(Data excerpts)
________

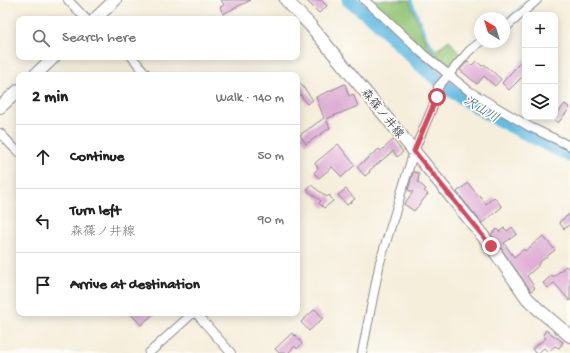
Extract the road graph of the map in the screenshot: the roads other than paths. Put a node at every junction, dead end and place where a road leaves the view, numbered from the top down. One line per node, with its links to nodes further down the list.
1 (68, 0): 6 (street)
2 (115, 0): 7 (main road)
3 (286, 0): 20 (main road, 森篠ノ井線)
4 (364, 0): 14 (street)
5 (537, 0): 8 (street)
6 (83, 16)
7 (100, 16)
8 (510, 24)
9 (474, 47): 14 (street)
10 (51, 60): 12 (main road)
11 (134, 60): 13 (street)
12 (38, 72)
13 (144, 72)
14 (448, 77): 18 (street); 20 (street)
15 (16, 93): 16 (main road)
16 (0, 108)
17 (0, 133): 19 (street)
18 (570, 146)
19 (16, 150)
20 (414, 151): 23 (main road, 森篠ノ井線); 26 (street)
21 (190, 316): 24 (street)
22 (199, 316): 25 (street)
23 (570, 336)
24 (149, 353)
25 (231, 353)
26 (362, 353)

________

Task to carry out:
Write out each entry again exactly, and skip the pictures.

Expected output:
Extract the road graph of the map in the screenshot: the roads other than paths. Put a node at every junction, dead end and place where a road leaves the view, numbered from the top down. One line per node, with its links to nodes further down the list.
1 (68, 0): 6 (street)
2 (115, 0): 7 (main road)
3 (286, 0): 20 (main road, 森篠ノ井線)
4 (364, 0): 14 (street)
5 (537, 0): 8 (street)
6 (83, 16)
7 (100, 16)
8 (510, 24)
9 (474, 47): 14 (street)
10 (51, 60): 12 (main road)
11 (134, 60): 13 (street)
12 (38, 72)
13 (144, 72)
14 (448, 77): 18 (street); 20 (street)
15 (16, 93): 16 (main road)
16 (0, 108)
17 (0, 133): 19 (street)
18 (570, 146)
19 (16, 150)
20 (414, 151): 23 (main road, 森篠ノ井線); 26 (street)
21 (190, 316): 24 (street)
22 (199, 316): 25 (street)
23 (570, 336)
24 (149, 353)
25 (231, 353)
26 (362, 353)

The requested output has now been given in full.